-- PROVIDED ENTRIES follows --

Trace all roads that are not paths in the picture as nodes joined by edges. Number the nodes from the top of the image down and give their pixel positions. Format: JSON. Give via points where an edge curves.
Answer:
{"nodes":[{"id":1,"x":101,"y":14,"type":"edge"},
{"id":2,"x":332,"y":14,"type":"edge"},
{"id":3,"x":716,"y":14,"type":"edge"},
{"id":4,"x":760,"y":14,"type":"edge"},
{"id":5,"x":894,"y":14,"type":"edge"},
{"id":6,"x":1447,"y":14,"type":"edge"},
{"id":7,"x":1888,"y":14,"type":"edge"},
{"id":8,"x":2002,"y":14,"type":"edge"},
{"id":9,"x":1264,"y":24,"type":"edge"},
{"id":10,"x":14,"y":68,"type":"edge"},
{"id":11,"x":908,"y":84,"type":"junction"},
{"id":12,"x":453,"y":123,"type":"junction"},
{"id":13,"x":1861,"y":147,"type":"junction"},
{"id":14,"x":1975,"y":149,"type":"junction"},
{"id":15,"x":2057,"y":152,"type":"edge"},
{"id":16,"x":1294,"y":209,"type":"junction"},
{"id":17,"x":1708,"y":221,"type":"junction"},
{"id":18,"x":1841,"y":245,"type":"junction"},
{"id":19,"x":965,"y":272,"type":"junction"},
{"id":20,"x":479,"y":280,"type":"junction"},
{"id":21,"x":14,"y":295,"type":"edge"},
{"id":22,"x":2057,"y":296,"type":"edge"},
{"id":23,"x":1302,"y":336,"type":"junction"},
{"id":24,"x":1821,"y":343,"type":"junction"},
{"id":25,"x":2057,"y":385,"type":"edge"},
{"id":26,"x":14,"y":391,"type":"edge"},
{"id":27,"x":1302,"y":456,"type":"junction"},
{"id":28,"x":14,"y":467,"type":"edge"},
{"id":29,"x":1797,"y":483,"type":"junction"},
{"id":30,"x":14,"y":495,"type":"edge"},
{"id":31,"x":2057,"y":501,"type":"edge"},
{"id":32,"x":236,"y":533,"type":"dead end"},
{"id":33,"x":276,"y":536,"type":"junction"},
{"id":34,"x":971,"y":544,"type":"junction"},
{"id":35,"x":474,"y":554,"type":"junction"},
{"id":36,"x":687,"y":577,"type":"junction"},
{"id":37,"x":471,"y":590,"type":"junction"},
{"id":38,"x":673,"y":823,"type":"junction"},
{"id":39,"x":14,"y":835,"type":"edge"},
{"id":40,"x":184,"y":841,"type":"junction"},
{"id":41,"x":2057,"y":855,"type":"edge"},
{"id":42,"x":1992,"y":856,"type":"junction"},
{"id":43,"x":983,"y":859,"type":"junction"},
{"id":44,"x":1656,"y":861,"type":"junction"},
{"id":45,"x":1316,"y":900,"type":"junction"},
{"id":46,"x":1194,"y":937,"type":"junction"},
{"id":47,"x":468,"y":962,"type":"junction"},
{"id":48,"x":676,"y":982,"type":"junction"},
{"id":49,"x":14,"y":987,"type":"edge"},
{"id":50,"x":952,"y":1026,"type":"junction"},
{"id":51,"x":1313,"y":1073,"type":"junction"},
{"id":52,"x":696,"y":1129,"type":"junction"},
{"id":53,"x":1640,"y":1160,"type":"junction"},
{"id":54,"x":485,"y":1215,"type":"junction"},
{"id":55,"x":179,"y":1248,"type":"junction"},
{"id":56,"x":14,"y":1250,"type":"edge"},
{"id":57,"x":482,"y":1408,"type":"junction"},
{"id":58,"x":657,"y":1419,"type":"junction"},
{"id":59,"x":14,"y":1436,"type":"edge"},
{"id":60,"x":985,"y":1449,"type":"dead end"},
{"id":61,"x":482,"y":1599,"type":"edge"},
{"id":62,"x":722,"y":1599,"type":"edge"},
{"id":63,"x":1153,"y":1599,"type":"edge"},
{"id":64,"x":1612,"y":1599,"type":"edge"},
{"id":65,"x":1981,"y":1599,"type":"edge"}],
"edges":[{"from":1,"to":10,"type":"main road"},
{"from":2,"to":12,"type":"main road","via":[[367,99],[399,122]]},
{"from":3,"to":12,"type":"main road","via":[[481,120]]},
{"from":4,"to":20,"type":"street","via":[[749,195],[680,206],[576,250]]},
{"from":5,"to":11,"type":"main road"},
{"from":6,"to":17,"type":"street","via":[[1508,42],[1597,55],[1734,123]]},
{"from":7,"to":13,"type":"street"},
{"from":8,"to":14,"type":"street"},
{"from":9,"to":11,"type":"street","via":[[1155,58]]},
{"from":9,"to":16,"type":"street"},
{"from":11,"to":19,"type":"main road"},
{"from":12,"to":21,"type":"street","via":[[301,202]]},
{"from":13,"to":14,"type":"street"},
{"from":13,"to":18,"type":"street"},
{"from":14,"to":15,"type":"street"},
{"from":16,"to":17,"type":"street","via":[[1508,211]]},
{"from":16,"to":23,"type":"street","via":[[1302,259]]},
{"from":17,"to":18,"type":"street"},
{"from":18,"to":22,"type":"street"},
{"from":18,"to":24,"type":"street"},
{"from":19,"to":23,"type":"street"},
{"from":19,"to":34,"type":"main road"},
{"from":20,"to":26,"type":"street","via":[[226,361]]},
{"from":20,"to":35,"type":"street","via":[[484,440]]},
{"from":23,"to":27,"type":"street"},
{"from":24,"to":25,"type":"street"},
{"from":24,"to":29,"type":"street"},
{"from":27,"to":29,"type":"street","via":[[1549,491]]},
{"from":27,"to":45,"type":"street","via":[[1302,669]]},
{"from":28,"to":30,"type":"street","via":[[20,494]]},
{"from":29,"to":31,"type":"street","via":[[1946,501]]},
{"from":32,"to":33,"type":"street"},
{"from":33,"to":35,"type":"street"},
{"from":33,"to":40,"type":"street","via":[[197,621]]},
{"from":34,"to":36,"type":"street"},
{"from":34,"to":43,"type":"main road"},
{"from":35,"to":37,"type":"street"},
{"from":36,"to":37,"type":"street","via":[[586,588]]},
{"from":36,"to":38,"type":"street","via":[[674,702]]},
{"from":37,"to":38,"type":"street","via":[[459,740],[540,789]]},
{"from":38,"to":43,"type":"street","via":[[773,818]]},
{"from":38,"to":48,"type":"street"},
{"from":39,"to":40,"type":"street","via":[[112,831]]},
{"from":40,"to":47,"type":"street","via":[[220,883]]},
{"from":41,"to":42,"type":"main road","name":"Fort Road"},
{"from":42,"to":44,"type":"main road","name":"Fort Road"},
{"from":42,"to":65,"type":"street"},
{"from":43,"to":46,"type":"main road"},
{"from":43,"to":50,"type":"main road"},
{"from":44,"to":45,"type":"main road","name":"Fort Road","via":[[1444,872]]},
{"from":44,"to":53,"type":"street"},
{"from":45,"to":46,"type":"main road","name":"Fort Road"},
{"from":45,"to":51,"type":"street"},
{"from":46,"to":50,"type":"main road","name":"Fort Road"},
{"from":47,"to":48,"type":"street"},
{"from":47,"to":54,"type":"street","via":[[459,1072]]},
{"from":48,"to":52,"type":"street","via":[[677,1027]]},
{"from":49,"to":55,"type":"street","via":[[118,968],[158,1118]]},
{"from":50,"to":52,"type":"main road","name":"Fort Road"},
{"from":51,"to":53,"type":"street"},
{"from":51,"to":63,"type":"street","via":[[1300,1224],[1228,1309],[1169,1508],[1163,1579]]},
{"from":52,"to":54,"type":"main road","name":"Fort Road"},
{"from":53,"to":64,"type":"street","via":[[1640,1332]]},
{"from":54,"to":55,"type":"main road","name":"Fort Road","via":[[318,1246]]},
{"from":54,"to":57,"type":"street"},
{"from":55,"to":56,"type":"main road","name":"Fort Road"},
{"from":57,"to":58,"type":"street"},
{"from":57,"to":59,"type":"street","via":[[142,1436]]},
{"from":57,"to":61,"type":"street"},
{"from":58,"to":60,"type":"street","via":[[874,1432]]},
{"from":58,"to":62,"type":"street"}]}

-- PROVIDED ENTRIES concluded --

(PROBLEM TO SOLVE)
Every line of the records above where the string "nodes" is found should be copied.

(ANSWER BOX)
Trace all roads that are not paths in the picture as nodes joined by edges. Number the nodes from the top of the image down and give their pixel positions. Format: JSON. Give via points where an edge curves.
{"nodes":[{"id":1,"x":101,"y":14,"type":"edge"},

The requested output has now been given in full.